I begin to shoot, except what I’m shooting, ostensibly, are test shots, which I should have already done. Except I didn’t give myself any time. So now I’m just experimenting on the fly with the subject, which sounds edgy and awesome, except it wasn’t. Because what I was shooting was awful. I remember looking into my LCD and just having this total sinking feeling, like I couldn’t salvage the shoot, 6 minutes in. 5 I felt like an apple had been shoved down my throat.
Eventually, I sat Gail on this hideous circular chair, put a couple of these new Nike enviro-friendly shoes around her, and with the PR lady counting down the final couple minutes, ended the shoot at 3:00. I thanked the PR lady and Gail, and walked out with my camera on my shoulder, which at the time, began to feel more like a lead weight.
I remember, SO vividly, how the second I stepped outside, I was able to step outside myself, and how I was flooded with a thousand ideas of how I could have made that shooting situation work so much better. So many solutions. That is why, to this day, I try to step aside from a shoot for at least 30 seconds, sometimes 5 minutes if I have the time, sometimes several times during a shoot, to clear my head and re-approach things with a fresh perspective, as opposed to getting so wrapped up and bound by tunnelvision.
The moral of this long story is that, as an emerging photographer, there’s a 98% chance you’re going to absolutely, terribly bomb some of your first commissioned assignments, but you’ll learn a million lessons, every one will stay with you because you were personally involved and invested, and you’ll apply everything you learned that day in every future shoot. And this cycle will repeat over and over again. And that’s how salty, legendary photographers are born.

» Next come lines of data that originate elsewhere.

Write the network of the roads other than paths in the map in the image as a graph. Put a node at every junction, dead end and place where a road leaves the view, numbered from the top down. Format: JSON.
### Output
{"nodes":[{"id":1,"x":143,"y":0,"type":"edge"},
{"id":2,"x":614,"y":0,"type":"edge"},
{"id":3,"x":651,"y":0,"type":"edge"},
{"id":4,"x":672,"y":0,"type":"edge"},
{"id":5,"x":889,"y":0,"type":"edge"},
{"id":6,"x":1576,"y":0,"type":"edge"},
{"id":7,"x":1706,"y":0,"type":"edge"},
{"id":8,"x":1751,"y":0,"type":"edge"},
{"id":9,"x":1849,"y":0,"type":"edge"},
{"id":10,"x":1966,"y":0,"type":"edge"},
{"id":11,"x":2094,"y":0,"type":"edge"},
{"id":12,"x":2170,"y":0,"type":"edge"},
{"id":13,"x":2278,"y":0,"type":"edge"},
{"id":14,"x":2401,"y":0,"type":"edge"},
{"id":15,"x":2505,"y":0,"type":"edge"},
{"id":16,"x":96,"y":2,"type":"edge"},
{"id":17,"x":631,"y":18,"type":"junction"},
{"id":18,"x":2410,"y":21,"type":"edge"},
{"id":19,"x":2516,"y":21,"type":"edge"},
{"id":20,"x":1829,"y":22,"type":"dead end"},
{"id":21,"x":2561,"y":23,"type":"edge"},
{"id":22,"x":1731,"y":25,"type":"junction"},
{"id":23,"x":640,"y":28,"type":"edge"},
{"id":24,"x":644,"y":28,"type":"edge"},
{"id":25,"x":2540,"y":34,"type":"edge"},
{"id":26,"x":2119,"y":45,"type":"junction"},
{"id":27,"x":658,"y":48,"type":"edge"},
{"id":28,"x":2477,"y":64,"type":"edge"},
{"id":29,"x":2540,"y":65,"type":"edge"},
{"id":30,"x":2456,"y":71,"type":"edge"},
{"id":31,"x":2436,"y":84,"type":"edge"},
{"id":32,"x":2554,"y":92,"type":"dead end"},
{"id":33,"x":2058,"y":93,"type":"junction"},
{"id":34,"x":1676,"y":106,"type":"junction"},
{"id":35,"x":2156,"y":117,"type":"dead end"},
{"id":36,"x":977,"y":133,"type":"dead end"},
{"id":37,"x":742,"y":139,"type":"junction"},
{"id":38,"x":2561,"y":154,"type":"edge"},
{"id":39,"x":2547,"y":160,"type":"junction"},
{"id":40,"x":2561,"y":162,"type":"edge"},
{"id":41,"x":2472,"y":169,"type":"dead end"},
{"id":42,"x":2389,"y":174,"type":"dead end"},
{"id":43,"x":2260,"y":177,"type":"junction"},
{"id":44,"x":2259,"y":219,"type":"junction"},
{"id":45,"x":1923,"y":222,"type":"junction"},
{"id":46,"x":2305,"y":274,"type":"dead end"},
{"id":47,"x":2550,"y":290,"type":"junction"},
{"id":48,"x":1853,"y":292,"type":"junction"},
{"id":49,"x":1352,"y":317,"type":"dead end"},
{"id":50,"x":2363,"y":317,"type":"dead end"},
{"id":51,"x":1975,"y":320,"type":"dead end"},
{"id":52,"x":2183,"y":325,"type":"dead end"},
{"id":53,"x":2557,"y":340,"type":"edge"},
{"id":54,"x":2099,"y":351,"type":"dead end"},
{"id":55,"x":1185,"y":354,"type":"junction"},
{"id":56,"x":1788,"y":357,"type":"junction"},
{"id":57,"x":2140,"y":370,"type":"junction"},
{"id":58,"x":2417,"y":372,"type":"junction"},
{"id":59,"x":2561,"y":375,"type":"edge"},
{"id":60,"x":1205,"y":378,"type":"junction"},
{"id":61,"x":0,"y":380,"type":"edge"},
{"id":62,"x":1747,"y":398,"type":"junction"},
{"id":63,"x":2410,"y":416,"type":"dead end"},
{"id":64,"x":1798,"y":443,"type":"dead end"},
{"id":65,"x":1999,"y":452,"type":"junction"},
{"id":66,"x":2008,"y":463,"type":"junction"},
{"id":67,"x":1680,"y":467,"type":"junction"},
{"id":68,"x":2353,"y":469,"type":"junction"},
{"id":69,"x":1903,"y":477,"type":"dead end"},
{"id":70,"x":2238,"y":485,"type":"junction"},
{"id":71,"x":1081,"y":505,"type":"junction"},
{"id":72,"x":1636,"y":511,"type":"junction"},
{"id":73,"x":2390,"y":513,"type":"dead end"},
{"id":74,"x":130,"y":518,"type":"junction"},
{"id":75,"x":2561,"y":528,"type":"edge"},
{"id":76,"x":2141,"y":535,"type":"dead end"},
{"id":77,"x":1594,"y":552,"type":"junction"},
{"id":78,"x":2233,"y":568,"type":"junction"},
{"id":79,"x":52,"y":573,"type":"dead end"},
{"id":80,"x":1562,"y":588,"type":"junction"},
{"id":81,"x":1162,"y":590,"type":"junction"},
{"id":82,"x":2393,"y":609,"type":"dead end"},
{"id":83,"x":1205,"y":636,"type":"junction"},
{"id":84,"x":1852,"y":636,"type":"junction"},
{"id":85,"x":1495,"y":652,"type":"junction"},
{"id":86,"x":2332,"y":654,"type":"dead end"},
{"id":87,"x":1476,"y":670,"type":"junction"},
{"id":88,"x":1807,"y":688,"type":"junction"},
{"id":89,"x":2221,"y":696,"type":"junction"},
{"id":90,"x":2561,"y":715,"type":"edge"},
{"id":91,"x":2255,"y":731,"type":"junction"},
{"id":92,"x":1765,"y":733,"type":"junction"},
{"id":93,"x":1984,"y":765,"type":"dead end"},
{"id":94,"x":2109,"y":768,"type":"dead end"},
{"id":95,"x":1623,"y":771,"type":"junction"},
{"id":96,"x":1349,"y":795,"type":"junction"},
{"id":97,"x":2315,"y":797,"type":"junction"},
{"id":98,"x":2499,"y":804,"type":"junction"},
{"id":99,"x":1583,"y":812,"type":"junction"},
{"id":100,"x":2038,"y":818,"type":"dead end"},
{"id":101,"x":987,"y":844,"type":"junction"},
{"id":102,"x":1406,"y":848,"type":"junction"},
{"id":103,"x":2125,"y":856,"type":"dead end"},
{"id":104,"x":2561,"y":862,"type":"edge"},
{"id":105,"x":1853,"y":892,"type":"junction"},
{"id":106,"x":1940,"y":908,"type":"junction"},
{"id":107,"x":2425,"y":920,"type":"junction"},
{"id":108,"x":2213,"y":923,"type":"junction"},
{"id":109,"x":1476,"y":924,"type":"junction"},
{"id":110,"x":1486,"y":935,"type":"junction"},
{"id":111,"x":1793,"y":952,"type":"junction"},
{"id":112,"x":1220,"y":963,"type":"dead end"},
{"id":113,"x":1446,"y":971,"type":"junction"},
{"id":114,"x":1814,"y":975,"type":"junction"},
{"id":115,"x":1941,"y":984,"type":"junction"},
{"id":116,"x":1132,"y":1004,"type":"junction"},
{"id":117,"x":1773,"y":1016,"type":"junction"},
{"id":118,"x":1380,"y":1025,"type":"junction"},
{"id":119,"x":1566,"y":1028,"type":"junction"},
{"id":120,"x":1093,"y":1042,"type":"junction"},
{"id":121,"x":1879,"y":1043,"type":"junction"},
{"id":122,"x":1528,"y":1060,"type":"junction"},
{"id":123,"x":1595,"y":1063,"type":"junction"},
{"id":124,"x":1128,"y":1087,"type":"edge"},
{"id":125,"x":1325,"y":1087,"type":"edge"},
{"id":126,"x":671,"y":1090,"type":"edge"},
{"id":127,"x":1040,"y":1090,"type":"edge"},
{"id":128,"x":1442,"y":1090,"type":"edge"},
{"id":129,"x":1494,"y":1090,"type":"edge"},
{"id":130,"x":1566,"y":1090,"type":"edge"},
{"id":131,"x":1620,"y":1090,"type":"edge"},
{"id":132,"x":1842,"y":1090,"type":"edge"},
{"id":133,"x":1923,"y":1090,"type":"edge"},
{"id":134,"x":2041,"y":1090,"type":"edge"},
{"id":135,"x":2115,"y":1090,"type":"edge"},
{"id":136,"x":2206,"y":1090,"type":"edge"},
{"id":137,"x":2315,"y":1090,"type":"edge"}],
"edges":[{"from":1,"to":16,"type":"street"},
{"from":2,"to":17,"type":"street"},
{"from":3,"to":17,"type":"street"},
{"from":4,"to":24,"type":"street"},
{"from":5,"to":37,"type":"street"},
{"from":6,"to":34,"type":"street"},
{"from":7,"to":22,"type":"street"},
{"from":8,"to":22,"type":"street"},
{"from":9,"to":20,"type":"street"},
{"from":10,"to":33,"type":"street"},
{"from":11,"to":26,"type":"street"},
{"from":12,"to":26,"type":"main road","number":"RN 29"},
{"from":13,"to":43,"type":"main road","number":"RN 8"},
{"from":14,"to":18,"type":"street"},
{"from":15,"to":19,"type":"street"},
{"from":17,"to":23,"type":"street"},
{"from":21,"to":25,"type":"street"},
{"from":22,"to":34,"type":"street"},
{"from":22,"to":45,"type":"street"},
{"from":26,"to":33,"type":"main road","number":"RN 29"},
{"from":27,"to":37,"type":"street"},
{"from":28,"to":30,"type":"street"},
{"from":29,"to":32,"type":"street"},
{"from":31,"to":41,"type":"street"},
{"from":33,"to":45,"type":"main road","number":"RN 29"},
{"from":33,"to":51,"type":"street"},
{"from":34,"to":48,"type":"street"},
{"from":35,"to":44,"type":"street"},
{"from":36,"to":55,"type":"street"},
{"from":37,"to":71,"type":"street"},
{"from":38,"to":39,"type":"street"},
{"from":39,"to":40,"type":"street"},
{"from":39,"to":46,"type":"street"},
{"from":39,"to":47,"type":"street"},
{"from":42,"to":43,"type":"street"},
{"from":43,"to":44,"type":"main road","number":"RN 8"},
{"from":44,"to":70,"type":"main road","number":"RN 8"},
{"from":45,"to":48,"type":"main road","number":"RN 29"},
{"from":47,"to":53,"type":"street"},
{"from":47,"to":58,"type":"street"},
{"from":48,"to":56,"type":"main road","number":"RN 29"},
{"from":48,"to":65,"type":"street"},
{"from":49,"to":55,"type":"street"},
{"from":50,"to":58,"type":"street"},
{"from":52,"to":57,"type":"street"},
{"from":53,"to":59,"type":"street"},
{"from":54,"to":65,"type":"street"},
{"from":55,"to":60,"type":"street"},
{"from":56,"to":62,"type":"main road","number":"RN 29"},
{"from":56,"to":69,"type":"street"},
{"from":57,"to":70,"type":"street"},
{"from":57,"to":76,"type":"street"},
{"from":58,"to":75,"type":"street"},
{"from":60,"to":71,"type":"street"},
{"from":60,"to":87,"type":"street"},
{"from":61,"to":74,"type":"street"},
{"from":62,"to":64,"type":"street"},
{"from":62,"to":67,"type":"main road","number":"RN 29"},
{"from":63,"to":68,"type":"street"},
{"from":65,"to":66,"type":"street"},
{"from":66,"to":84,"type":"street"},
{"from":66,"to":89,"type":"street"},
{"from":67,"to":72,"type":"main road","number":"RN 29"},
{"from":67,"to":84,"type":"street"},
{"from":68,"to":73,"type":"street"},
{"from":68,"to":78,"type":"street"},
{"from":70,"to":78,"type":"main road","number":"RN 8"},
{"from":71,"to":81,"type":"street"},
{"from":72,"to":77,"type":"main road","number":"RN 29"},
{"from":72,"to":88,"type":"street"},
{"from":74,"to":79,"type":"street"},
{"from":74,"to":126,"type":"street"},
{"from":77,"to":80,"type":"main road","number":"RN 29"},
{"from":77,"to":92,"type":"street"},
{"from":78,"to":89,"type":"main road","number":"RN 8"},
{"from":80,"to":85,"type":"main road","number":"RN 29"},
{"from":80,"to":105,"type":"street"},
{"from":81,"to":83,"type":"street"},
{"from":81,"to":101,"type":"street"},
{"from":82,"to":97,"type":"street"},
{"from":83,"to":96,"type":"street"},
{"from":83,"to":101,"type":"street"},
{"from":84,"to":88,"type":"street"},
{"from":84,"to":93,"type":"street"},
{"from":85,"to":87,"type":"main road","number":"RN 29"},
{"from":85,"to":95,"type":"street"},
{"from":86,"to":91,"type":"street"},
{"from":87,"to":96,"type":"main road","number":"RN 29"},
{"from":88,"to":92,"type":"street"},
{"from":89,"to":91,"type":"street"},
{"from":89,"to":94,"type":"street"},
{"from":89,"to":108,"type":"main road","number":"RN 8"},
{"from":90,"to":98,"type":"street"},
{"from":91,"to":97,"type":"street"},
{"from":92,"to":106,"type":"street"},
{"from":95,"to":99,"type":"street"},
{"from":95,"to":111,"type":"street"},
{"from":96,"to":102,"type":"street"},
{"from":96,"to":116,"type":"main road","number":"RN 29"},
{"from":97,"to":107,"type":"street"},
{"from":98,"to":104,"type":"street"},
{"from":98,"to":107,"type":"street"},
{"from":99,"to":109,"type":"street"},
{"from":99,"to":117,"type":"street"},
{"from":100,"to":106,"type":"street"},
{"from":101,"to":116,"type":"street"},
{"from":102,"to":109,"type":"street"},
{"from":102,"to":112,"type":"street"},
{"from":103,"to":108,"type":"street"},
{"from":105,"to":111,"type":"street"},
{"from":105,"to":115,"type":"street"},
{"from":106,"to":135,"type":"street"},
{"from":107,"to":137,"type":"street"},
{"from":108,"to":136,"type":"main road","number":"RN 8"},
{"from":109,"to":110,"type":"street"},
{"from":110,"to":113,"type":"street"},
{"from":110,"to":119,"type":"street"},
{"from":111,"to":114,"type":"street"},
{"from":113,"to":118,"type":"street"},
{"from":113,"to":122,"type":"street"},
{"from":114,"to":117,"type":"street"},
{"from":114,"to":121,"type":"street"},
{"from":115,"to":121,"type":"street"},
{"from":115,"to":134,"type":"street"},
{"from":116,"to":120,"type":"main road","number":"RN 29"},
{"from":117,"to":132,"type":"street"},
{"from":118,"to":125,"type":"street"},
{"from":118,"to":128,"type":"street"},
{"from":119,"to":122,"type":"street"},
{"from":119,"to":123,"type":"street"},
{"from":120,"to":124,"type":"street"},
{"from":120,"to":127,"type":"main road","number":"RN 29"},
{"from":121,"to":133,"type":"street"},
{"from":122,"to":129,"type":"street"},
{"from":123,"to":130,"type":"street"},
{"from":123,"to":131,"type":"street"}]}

I felt like I learned a million things on this shoot, here are a handful of them:
Prep and scout time: the more the merrier. There’s nothing worse than feeling like you’re rushing through either a scout or a setup. Give yourself the time you need. 15 minutes is a joke. It’s doable, and sometimes what you’ll get handed, but really, try to get at least 30-45 minutes for unlit work, to walk around, to get a good vibe going, etc. If you’re lighting, at least 1-2 hours. Time flies.
Scouting and having location options: I try to never get tied down to one location, like one room in this shoot. What if the room is awful? Again, sometimes you won’t have the luxury for several locations (it can be several rooms inside and outside a house). Don’t be afraid to take the subject into your comfort zone. My comfort zone is anywhere outside. I don’t so much enjoy dimly lit interiors. Some people love that control, I prefer the sun.
Stick to your guns when it comes to prep time, and if someone cuts into it, try to keep your bubble of prep. Obviously it can be a bit touchy if the subject is important, but it truly can’t hurt to ask, nicely.
Have ideas before you come into a shoot. Never come into a shoot blank. Have at least 2-4 solid concepts (it can even be as simple as “direct, tight headshot next to a window”) under your belt. That way, if you feel like you’re floundering, you have backup plans.
That said, don’t go into a shoot closed off to other possibilities. It’s a fine line. Leave yourself open to where the moment, the situation, the environment can take you. You’ll learn how to walk that line.